Katy: It’s predictable, it’s a pattern, it’s pathetic—I don’t have sympathy or empathy, but if they were any other type of people, I’d be like: you’re victims of this machine!  But you are perpetrating this machine.

And I feel like Katy was channeling my own feelings on Noem from back in week 57.  You can never have sympathy for these people, because you can never excuse them for the horrific things they’ve done.  But you could almost see the shape of who they might have been, if they had not taken a wrong turn somewhere along the line.  Now, personally, I’m even less of a fan of Bondi than I am of Noem, even though rationally that makes no sense.  Noem is personally responsible for ruining hundreds if not thousands of lives, including several outright murders.  Bondi, meanwhile, has been coldly inhuman to the Epstein survivors, and she has tried to make lives miserable for people like James Comey and Letitia James and Jerome Powell, but that latter group at least is composed almost entirely of public figures, and they had to accept a certain amount of mistreatment when they agreed to do their jobs.  And Bondi is probably not directly responsible for any murders—certainly not at the scale that Noem can lay claim to.  And yet ... somehow I feel that the Bondi biopic will not be nearly as interesting as the Noem one.  Not sure what it is about her that rubs me the wrong way, but something surely does.  I think perhaps there’s a fanatic’s light behind her eyes that I don’t see in Noem’s.  I think Noem’s guilt mostly stems from her ability to close her eyes to the suffering she’s causing, but I feel like Bondi is staring directly into it ... and smiling.  All of this is just projection on my part, I’m sure: I don’t know these people.  But, vindictively, I feel much better about Bondi’s firing than Noem’s.

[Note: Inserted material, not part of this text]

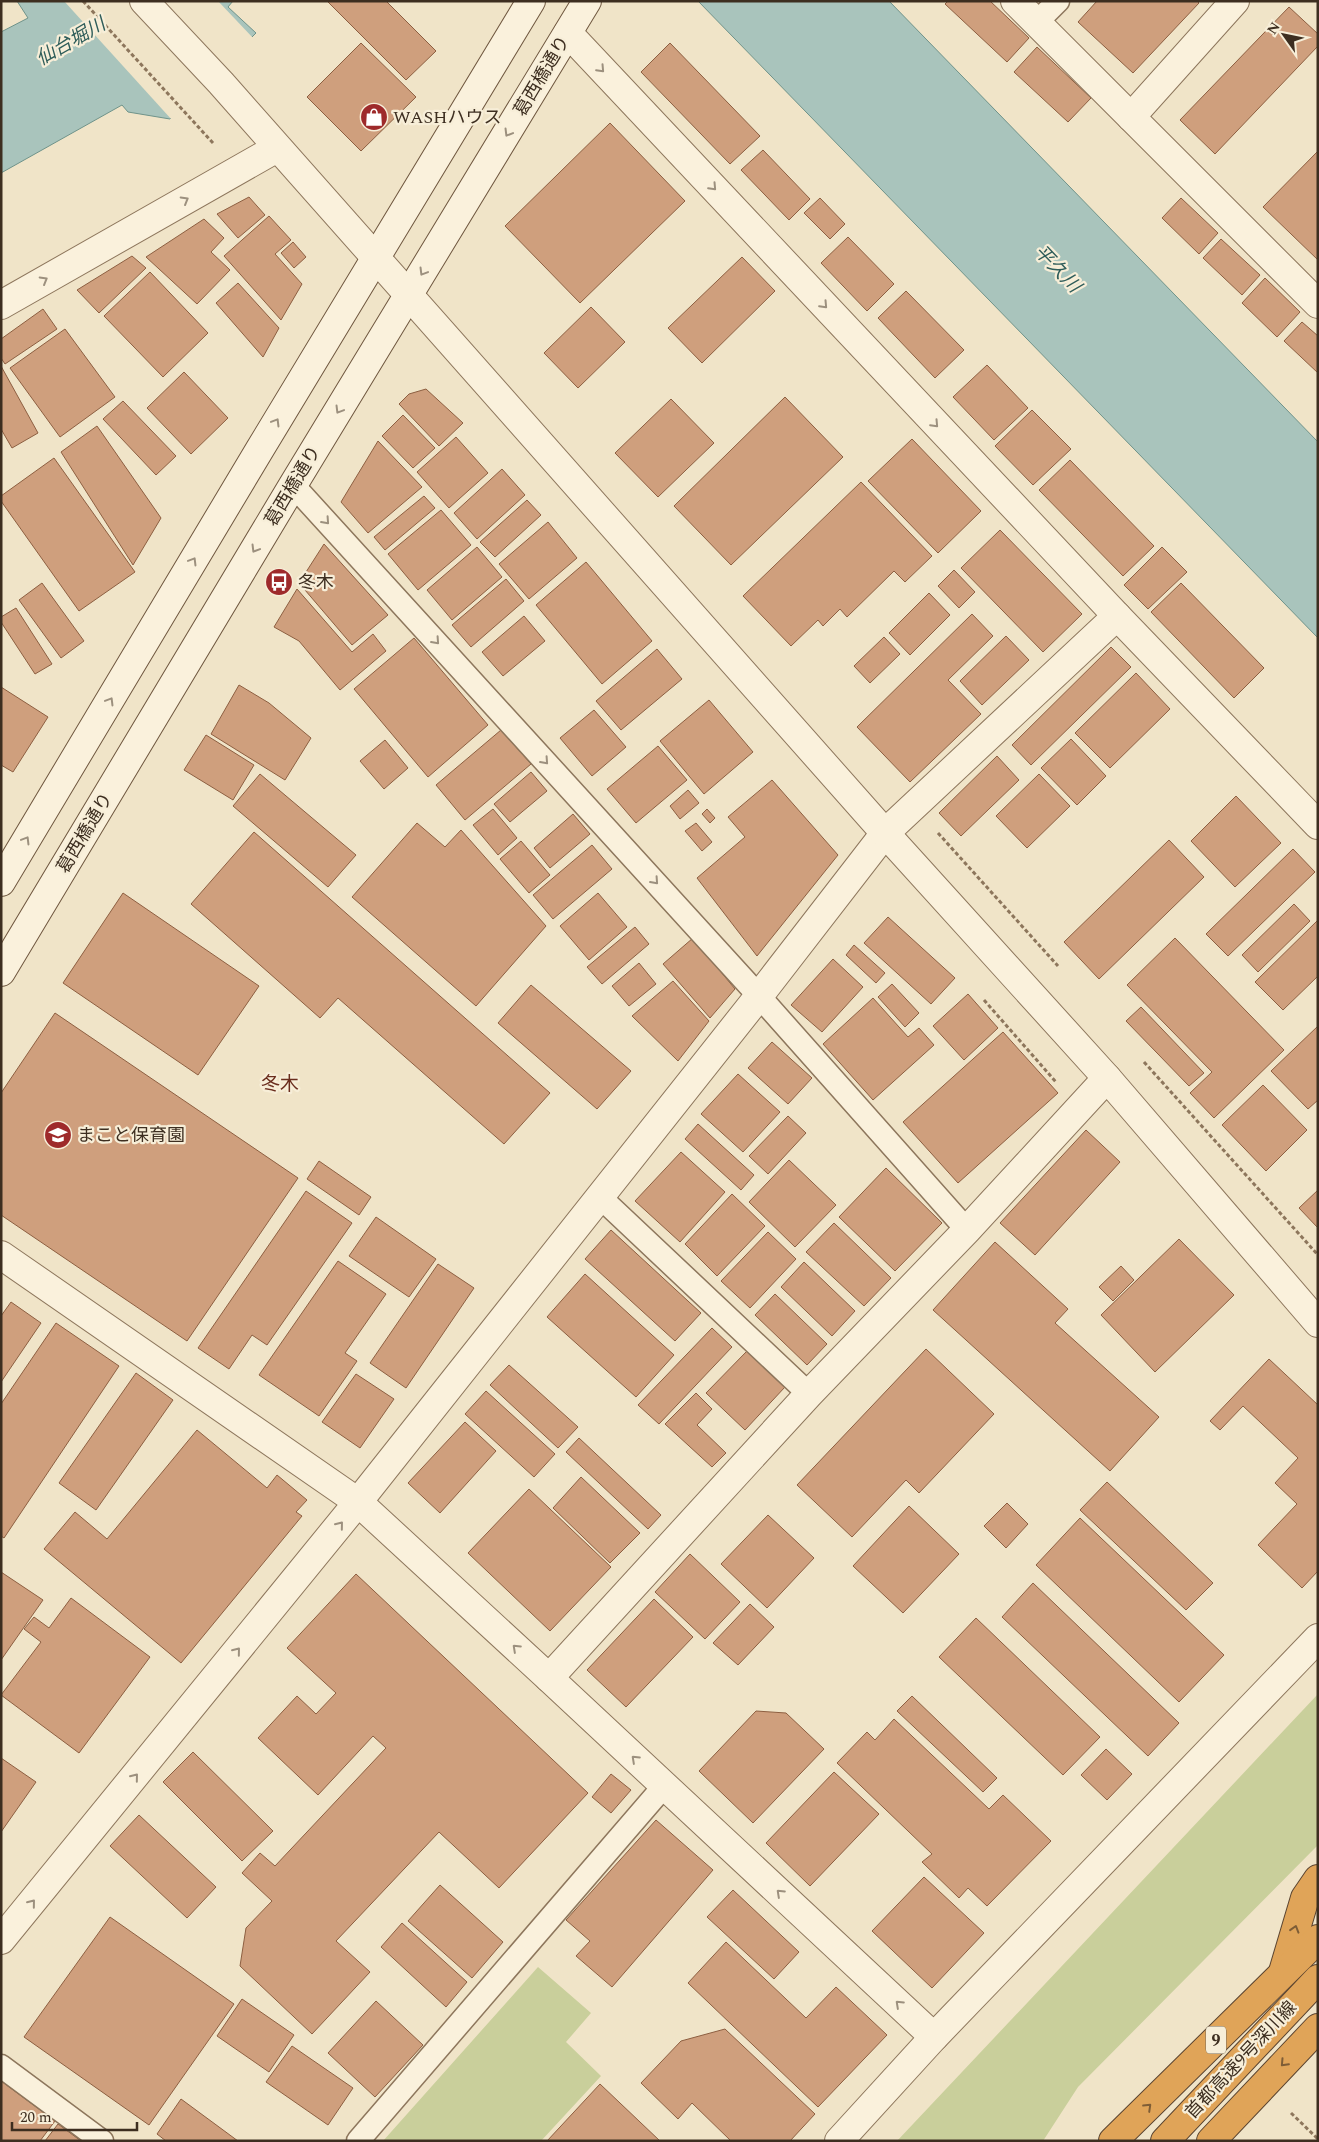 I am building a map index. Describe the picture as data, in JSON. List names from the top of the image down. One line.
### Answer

And, should the rumors turn out to be true and Lee Zeldin is Trump’s pick to replace Bondi, then we will continue our pattern of not only firing all the women, but inevitably replacing them with men.  And that is the real tell, I think.  It says to me that Trump never wanted these women around in the first place—and, in my mind, the word “women” is spoken with a tone of utter disdain—and he’s only too happy to finally get rid of them all and replace them all with men.  White men.  Of a certain class.  Who look like they’re from “central casting.”

But I’m not sure anyone should be surprised at this point.  We know how Trump feels about women: he keeps on telling usover, and over, and over again.  Was there ever any doubt that the MAGA women, from Marjorie Taylor Greene to Pam Bondi and beyond, would be first on the chopping block?  Well, some of them seem surprised, I suppose.  But for the rest of us, it’s misogyny as usual.